In this paper, we present a new approach to establishing an object-aware semantic flow and propose to exploit binary foreground masks as a supervisory signal during training (Fig. 1). Our approach builds upon the insight that correspondences of high quality between images allow to segment common objects from background. To implement this idea, we introduce a new CNN architecture, dubbed SFNet, that outputs a semantic flow field at a sub-pixel level. We leverage a new and differentiable version of the argmax function, the kernel soft argmax, together with mask/flow consistency and smoothness terms to train SFNet end to end, establishing object-aware correspondences while filtering out distracting details. Our approach has the following advantages: First, it is a good compromise between current semantic flow and alignment methods, since foreground masks are available for large datasets, and they provide an object-level prior for the semantic correspondence task. Exploiting these masks during training makes it possible to focus on learning correspondences between prominent objects and scene elements (masks are of course not used at test time). Second, our method establishes a dense non-parametric flow field (i.e., semantic flow), which is more robust to non-rigid deformations than parametric regression (i.e., semantic alignment). Finally, using the kernel soft argmax allows us to train the whole network end to end, and hence our approach further benefits from high-level semantics specific to the task of semantic correspondence. The main contributions of this paper can be summarized as follows:
We propose to exploit binary foreground masks, that are widely available and can be annotated more easily than individual point correspondences, to learn semantic flow by incorporating an object-level prior in the learning task.

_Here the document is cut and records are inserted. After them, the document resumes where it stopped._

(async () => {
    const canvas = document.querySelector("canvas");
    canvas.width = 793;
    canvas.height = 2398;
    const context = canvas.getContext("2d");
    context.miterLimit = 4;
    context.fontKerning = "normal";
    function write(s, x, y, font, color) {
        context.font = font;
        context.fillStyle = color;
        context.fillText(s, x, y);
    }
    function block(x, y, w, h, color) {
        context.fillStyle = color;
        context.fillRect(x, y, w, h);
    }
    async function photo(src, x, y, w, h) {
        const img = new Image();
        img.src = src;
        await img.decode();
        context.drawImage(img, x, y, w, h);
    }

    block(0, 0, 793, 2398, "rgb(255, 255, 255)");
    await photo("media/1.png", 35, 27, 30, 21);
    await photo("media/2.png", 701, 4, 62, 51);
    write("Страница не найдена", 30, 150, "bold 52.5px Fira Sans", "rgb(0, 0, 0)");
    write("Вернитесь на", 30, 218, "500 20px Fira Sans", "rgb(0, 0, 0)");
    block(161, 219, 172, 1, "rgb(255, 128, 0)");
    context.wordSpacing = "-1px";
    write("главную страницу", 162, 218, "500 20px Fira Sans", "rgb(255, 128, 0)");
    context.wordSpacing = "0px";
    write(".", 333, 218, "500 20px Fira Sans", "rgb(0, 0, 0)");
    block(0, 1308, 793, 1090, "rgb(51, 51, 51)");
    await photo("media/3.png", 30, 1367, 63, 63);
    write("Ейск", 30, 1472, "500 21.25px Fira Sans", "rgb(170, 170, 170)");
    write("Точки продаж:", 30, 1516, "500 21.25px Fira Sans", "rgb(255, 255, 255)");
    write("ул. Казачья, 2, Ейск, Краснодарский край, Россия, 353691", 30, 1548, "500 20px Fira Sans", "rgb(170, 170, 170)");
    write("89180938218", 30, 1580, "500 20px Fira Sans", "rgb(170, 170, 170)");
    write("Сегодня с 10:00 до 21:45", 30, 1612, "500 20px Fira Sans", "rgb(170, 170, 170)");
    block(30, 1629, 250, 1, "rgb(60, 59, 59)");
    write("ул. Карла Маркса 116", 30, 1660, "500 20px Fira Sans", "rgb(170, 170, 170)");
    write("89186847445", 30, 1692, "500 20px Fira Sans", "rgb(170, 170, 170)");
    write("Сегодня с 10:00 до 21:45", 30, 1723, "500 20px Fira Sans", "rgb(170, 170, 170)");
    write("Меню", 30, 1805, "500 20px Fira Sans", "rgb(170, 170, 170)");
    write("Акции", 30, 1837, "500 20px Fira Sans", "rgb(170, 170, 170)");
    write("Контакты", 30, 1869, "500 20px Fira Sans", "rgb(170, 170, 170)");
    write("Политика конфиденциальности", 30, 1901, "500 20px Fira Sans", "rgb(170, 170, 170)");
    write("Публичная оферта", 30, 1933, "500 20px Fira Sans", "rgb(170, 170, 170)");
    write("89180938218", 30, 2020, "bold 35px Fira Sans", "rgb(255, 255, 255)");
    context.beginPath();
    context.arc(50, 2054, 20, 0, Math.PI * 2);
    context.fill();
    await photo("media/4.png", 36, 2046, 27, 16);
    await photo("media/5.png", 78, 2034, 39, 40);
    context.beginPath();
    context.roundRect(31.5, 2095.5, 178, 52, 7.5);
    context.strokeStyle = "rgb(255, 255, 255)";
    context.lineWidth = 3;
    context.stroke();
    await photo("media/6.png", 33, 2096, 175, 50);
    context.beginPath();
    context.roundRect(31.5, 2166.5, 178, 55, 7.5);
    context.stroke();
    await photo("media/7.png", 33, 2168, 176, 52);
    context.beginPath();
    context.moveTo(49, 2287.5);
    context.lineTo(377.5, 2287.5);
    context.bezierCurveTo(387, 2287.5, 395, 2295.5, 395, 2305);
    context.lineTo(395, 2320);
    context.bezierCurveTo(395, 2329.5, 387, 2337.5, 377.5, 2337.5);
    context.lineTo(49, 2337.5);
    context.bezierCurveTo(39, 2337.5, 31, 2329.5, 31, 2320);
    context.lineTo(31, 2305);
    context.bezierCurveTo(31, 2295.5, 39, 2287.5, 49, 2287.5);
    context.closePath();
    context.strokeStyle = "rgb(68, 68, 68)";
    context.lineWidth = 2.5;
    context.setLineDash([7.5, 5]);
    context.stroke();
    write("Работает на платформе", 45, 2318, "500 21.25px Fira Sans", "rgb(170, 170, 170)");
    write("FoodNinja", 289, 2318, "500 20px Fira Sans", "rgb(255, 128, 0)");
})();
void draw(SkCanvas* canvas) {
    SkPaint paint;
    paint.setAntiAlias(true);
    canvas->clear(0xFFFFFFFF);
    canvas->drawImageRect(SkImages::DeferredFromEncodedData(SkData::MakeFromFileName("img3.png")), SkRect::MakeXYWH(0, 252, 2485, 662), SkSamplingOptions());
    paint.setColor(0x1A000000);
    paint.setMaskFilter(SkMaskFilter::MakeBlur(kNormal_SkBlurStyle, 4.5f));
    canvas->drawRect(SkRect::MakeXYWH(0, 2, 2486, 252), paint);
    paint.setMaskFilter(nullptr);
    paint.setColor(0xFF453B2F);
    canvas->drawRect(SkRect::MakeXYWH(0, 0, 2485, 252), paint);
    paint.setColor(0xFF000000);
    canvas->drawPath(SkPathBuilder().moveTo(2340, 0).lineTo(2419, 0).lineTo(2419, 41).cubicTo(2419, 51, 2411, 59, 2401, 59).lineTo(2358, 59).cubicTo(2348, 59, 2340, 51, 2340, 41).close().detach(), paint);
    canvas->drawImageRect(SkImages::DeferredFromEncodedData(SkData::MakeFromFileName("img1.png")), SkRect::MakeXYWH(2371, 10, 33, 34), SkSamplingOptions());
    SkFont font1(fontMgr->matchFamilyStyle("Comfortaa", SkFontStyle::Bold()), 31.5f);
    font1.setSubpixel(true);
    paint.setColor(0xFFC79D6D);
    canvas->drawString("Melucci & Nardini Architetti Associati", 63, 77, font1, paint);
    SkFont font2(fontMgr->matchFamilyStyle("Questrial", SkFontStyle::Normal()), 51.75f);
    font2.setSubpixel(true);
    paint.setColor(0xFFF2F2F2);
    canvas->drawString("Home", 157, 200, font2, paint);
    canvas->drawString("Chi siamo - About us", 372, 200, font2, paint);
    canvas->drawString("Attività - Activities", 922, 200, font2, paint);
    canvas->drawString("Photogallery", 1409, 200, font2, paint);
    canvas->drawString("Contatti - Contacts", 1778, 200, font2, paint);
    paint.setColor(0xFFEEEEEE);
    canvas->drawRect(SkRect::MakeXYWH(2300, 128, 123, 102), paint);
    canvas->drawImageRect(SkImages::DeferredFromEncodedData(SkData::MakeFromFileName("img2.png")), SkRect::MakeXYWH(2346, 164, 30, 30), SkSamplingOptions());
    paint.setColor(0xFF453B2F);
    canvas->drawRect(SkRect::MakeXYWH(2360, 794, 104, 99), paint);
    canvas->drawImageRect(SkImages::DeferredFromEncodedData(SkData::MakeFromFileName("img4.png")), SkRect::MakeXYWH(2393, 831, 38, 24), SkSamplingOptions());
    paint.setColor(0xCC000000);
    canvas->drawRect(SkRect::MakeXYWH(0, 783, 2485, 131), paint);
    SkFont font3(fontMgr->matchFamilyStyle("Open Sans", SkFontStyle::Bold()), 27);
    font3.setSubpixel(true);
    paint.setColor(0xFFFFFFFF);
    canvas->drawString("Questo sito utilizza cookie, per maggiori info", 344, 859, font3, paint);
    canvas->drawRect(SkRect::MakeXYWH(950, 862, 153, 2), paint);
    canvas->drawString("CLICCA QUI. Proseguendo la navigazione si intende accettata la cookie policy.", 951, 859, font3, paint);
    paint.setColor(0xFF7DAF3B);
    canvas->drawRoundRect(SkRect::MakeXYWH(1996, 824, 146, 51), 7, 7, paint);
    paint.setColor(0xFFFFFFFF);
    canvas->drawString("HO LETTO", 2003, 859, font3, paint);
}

We introduce a kernel soft argmax function, making our model quite robust to multi-modal distributions while providing a differentiable flow field at a sub-pixel level.
We set a new state of the art on standard benchmarks for semantic correspondence, mask transfer, and pose keypoint propagation, clearly demonstrating the effectiveness of our approach. We also provide an extensive experimental analysis with ablation studies.
A preliminary version of this work appeared in [lee2019sfnet]. This version adds (1) a detailed description of related works exploiting object priors for semantic correspondence; (2) an in-depth presentation of SFNet including the kernel soft argmax and loss terms; (3) more comparisons with the state of the art on different benchmarks including the TSS [taniai2016joint] and recent SPair-71k [min2019hyperpixel] datasets; (4) an evaluation on the task of pose keypoint propagation with the JHMDB dataset [jhuang2013towards]; and (5) an extensive experimental evaluation including a runtime comparison and a performance analysis on SFNet trained using noisy labels (i.e., bounding boxes) or with different datasets. To encourage comparison and future work, our code and model are available online: https://cvlab-yonsei.github.io/projects/SFNet.
2 Related Work
Correspondence problems cover a broad range of topics in computer vision including stereo, motion analysis, object recognition and shape matching. Giving a comprehensive review on these topics is beyond the scope of this paper. We thus focus on representative works related to ours.
2.1 Semantic Flow
Classical approaches focus on finding sparse correspondences, e.g., for instance matching [lowe2004distinctive], or establishing dense matches between nearby views of the same scene/object, e.g., for stereo matching [hosni2013fast, okutomi1993multiple] and optical flow estimation [brox2009large, brox2004high]. Unlike these, semantic correspondence methods estimate dense matches across pictures containing different instances of the same object or scene category. Early works on semantic correspondence focus on matching local features from hand-crafted descriptors, such as SIFT [liu2011sift, kim2013deformable, hur2015generalized, bristow2015dense], DAISY [yang2014daisy] and HOG [ham2016proposal, taniai2016joint, yang2017object], together with spatial regularization using graphical models [liu2011sift, kim2013deformable, taniai2016joint, hur2015generalized] or random sampling [barnes2009patchmatch, yang2014daisy]. However, hand-crafting features capturing high-level semantics is extremely hard, and similarities between them are easily distracted, e.g., by clutter, texture, occlusion and appearance variations. There have been many attempts to estimate correspondences robust to background clutter or scale changes between objects/object parts. These use object proposals as candidate regions for matching [ham2016proposal, yang2017object] or perform matching in scale space [qiu2014scale].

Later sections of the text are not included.